Technological innovation is a feature of modern society, and significant progress is evident in the evolution of safer vehicles. There have been at least two very noteworthy advancements in vehicle technology that have recently begun changing the way we think about the future of driving.
First, the progression towards drive-by-wire vehicles and away from purely mechanical systems has allowed for the advanced connection of different parts of the vehicle. This means, for example, that vehicles can benefit from smart computer technology when determining what to do if the gas and brake pedals are pushed down at the same time. Modern vehicles are controlled by a fully integrated electronic system, with a device called an electronic control unit (ECU) at the center. Prior to the invention of ECUs, vehicles relied mostly on mechanical or hydraulic controls, which complicated the installation of additional features and limited the ways that different parts of the vehicle could be connected. The introduction of computer-programmable ECUs marked a huge increase in the variations of different safety features that could be easily installed on new vehicles.
Second and even more recently, many modern vehicles are now fitted with various technological devices that allow the vehicle to monitor the road around it. Using radar, lasers, or a camera and image processor, information regarding lane position, distances between vehicles, and even objects or people at the side of the road is compiled and assembled to form a picture of what is going on around the vehicle. Thus, vehicles are able to “park themselves”, warn drivers if there is something in their blind spot, or automatically adapt the vehicle’s cruising speed to cope with major slowdowns in traffic.

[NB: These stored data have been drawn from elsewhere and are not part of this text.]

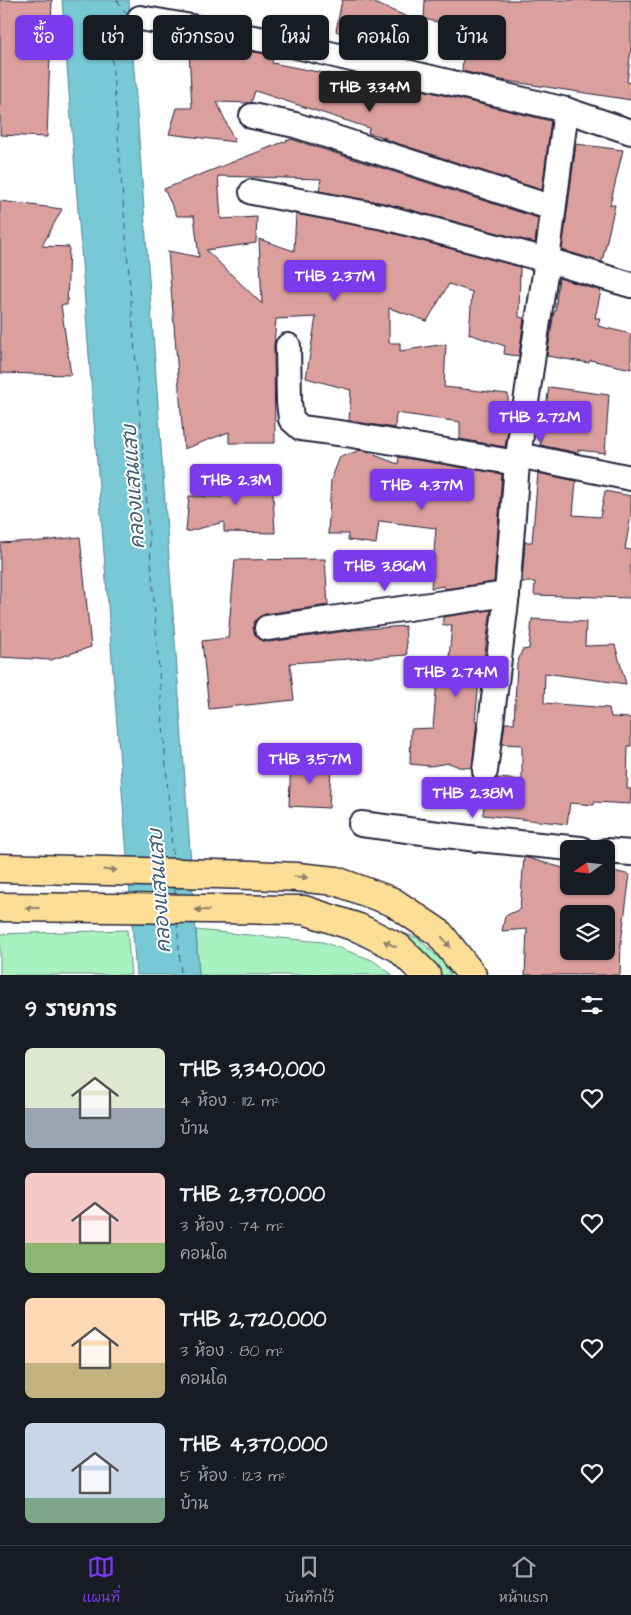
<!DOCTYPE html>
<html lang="th">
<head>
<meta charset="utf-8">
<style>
	:root { --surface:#171b24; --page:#20242c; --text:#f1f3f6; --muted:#9ea1a6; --line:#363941; --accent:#7c3aed }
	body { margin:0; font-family:"Architects Daughter","Playpen Sans Thai",sans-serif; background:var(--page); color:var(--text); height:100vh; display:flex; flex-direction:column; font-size:19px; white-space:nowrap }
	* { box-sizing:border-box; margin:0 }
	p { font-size:16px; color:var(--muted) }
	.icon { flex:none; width:28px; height:28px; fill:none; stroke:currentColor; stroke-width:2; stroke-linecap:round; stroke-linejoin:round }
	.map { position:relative; height:975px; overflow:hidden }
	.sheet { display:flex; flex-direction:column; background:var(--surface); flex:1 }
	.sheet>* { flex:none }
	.guide { position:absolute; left:15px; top:15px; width:601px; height:45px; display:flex; gap:10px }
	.needle { width:32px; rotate:255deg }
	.buttons { position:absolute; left:560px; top:840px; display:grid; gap:10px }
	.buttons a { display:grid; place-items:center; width:55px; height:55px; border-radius:8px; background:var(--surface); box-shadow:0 1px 4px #0004; font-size:25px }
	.price { position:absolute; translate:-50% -42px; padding:0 11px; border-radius:5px; background:var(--accent); color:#fff; font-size:16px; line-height:32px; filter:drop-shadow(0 1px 2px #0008) }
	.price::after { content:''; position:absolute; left:50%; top:30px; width:15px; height:11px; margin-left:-8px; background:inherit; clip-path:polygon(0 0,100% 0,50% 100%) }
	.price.on { background:#222; color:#fff }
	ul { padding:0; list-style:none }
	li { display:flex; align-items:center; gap:15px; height:125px; padding:0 25px }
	li span { display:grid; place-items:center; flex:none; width:140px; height:100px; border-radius:8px; color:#555 }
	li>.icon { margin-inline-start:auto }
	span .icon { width:60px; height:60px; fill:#fffc; stroke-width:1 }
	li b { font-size:21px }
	h2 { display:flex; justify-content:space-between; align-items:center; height:60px; padding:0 25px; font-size:21px }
	.tag { padding:0 18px; border-radius:8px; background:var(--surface); box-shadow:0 1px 4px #0004; font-size:18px; line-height:45px }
	.tag.on { background:var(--accent); color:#fff }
	.tabs { display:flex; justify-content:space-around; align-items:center; height:70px; border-top:1px solid var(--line); background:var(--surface); font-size:14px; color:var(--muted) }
	.tabs a { display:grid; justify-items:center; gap:2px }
	.tabs .on { color:var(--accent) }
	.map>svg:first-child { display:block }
	.green { fill:#a8f2c1; stroke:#658a7e }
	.water { fill:#78c8d5; stroke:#568697 }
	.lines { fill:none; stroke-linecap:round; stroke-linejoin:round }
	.ferry { stroke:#405c71; stroke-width:1; stroke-dasharray:6 5; stroke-linecap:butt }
	.building { fill:#dba09e; stroke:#22223b; fill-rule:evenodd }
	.minor-casing { stroke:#22223b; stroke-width:28 }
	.major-casing { stroke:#22223b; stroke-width:31 }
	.minor { stroke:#fff; stroke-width:24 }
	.major { stroke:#fcde96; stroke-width:28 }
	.oneway { fill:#8f8068 }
	.labels { text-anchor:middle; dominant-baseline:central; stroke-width:4; stroke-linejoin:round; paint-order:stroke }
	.water-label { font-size:20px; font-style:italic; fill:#405c71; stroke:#fff }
</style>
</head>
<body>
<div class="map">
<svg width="631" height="975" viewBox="0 0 631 975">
	<rect width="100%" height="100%" fill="#fff"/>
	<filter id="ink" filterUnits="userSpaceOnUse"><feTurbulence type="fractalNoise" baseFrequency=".02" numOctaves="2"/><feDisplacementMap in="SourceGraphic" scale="10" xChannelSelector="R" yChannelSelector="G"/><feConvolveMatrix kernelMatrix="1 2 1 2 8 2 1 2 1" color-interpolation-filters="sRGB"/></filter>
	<g filter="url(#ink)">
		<!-- green -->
		<g class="green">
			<path d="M363,919L418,938L442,961L451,975H432Z"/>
			<path d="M127,930L131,975H0V934Z"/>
			<path d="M196,930L323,942L372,960L393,975H199Z"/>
		</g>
		<!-- water -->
		<path class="water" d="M62,0H129L199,975H136Z"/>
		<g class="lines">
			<!-- ferry -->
			<g class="ferry">
				<path d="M117,0L128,16"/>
				<path d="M130,21L111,47L145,480L173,861"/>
				<path d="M175,887V896"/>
				<path d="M177,922L181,975"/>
			</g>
		</g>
		<!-- building -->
		<g class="building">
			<path d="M0,0H52L47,137L0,135Z"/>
			<path d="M342,0H367L408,17L393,55L380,52V50L336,31Z"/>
			<path d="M425,0H631V49L627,82L631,83V100L501,80L462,71L465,28L424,19Z"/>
			<path d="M235,49L273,55L272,63L375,83L376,79L551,121L542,190L381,138H386L368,133L369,128L255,91L251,103L217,102L235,142L169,134L177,108H192L189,51Z"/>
			<path d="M291,139L538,218L535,243L388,204L319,191L321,179L218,176L221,219L257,217L256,243L206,250L262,304L259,239L294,251L296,214L381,230L520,267L519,317L524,318L519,356L504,354L505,346L469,334L472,292L449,284L427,321L389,308V343H400V351L446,344L444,387L508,394V431L505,447L460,439V422L396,413L395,428L349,421L351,390L306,378L316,317L276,319L274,346L275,443H229V432L184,449L168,251L199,257L194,216H177L164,189Z"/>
			<path d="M576,144L623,150L610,205H615L602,262L562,250Z"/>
			<path d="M0,201L62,209L42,246L69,247L67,305H61L71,375L0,373Z"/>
			<path d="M559,278L601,291L595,318H600L598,326L631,334V369L590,360L589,363L547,356L554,312H555Z"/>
			<path d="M549,387L609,395L605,453L578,450V453L540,445Z"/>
			<path d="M361,450L398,464L399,457L502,474L494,582L444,589V586L431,588L436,528L379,521L376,544L348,540V534H328L331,480L340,457Z"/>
			<path d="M538,473L576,481L573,515L600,517L605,491L631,496V515L625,549L631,550V598L534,595L535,582H522L525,542H532Z"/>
			<path d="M221,474L272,476L275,533L224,532V522L186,532L189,496L222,497Z"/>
			<path d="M80,537L91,647L51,660L0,657V543L32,541V542Z"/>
			<path d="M325,559L328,605L265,614L259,617L254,622L253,629L257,637L262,641L269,642L353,630L405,626L407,655L290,663L294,700L209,709L202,641L228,638L235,560Z"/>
			<path d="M491,610L482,672H480L475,721H477L472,768L459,767L449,763L430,766L410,764L411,729L433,728L437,680L447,681L452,625H443V617Z"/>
			<path d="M532,619L586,622L585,646L615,645L626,684L545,673L544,703L609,708L611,717L631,718V746H628L627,789H631L630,804L594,802V805L570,803L567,824L483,815L487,784L491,783L497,778L522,780V745L502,744L505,723H514L517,664L522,650L529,649Z"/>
			<path d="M291,760L331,765L329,808L289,806Z"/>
			<path d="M524,857L563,868V886H606V869L630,875L621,942L620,975H525L527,929L502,931L505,916L520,909ZM569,914H606V951H569Z"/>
		</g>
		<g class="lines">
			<!-- minor casing -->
			<g class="minor-casing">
				<g id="minor">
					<path d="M140,18L288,44L566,110L631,132"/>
					<path d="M252,116L295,125L553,208"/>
					<path d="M252,192L384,217L547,260L631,285"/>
					<path d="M288,346L289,402L291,419L301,428L346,434L517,463"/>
					<path d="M518,455L631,478"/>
					<path d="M267,628L507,594"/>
					<path d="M485,771L507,594L517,463L547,260L566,110"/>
					<path d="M361,824L477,839L581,849"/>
					<path d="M606,851L631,853"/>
				</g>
			</g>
			<!-- major casing -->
			<g class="major-casing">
				<g id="major">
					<path d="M0,868L252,875L297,877L336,881L393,902L439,933L472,975"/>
					<path d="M0,907L304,910L359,928L399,948L426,975"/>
				</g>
			</g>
			<!-- minor -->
			<use href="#minor" class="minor"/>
			<!-- major -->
			<use href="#major" class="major"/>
		</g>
		<!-- one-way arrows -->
		<defs><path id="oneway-solid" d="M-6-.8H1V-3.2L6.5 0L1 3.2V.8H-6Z" transform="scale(1.25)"/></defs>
		<g class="oneway">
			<use href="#oneway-solid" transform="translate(110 870) rotate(2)"/>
			<use href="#oneway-solid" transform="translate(301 877) rotate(5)"/>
			<use href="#oneway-solid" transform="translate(32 908) rotate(-180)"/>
			<use href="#oneway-solid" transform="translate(202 910) rotate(-179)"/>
			<use href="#oneway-solid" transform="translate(446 942) rotate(52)"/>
			<use href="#oneway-solid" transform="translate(390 944) rotate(-153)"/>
		</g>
	</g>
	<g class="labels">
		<!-- water labels -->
		<g class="water-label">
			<text transform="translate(134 487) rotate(-94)">คลองแสนแสบ</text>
			<text transform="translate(160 891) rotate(-94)">คลองแสนแสบ</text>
		</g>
	</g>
</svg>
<div class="buttons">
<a><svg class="needle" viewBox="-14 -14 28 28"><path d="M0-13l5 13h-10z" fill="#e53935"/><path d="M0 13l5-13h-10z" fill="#9ea1a6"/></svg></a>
<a><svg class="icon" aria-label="layers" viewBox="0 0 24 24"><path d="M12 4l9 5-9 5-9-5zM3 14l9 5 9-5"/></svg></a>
</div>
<b class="price on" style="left:370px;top:113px">THB 3.34M</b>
<b class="price" style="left:335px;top:302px">THB 2.37M</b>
<b class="price" style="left:540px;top:443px">THB 2.72M</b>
<b class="price" style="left:236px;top:506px">THB 2.3M</b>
<b class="price" style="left:422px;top:511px">THB 4.37M</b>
<b class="price" style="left:385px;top:592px">THB 3.86M</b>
<b class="price" style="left:456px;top:698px">THB 2.74M</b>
<b class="price" style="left:310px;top:785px">THB 3.57M</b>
<b class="price" style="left:473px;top:819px">THB 2.38M</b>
<div class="guide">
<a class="tag on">ซื้อ</a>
<a class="tag">เช่า</a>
<a class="tag">ตัวกรอง</a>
<a class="tag">ใหม่</a>
<a class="tag">คอนโด</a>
<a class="tag">บ้าน</a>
</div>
</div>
<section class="sheet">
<h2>9 รายการ<svg class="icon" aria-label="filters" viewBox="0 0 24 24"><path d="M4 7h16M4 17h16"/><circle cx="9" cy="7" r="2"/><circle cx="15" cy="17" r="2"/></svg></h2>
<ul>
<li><span style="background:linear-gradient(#dfe7d0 60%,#9aa5b1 0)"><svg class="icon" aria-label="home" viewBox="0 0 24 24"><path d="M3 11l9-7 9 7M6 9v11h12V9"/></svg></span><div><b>THB 3,340,000</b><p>4 ห้อง · 112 m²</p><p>บ้าน</p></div><svg class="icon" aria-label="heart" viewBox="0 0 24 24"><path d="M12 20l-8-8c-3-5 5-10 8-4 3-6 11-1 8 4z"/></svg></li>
<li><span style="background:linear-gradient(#f6c9c9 70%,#8fb573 0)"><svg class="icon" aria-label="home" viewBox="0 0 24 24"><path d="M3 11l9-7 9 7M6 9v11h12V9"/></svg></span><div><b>THB 2,370,000</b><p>3 ห้อง · 74 m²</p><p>คอนโด</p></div><svg class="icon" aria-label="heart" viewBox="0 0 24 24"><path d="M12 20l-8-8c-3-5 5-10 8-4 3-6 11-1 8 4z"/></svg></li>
<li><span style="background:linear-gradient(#ffd9b3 65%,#c2b280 0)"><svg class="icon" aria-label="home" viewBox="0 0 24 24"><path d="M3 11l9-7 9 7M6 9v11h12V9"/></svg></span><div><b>THB 2,720,000</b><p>3 ห้อง · 80 m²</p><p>คอนโด</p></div><svg class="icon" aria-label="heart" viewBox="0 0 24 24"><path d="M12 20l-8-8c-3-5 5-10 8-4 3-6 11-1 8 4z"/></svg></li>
<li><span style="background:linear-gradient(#c9d6e8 75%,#7fa58c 0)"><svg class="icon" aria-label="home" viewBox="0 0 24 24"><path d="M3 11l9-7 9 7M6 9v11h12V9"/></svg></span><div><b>THB 4,370,000</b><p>5 ห้อง · 123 m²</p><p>บ้าน</p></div><svg class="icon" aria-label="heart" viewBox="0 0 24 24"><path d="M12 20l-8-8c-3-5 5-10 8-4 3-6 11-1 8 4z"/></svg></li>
</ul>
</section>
<nav class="tabs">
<a class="on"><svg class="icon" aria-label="map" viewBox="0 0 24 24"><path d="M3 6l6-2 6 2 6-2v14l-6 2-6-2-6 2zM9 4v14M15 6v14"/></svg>แผนที่</a>
<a><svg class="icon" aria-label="saved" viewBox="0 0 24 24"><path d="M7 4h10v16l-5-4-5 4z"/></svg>บันทึกไว้</a>
<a><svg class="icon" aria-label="home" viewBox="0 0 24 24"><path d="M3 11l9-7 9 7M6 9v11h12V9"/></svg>หน้าแรก</a>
</nav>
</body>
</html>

It is still too early to tell what these advancements in vehicle safety mean for drivers. There is a lot of buzz about connected vehicle technology, which combines the advanced computer processing inherent to drive-by-wire functioning with the ability to scan the roadway. And while the futuristic picture of driver-less cars may still be only a distant reality, drivers can enjoy enhanced safety benefits from recent technological leaps in vehicle safety.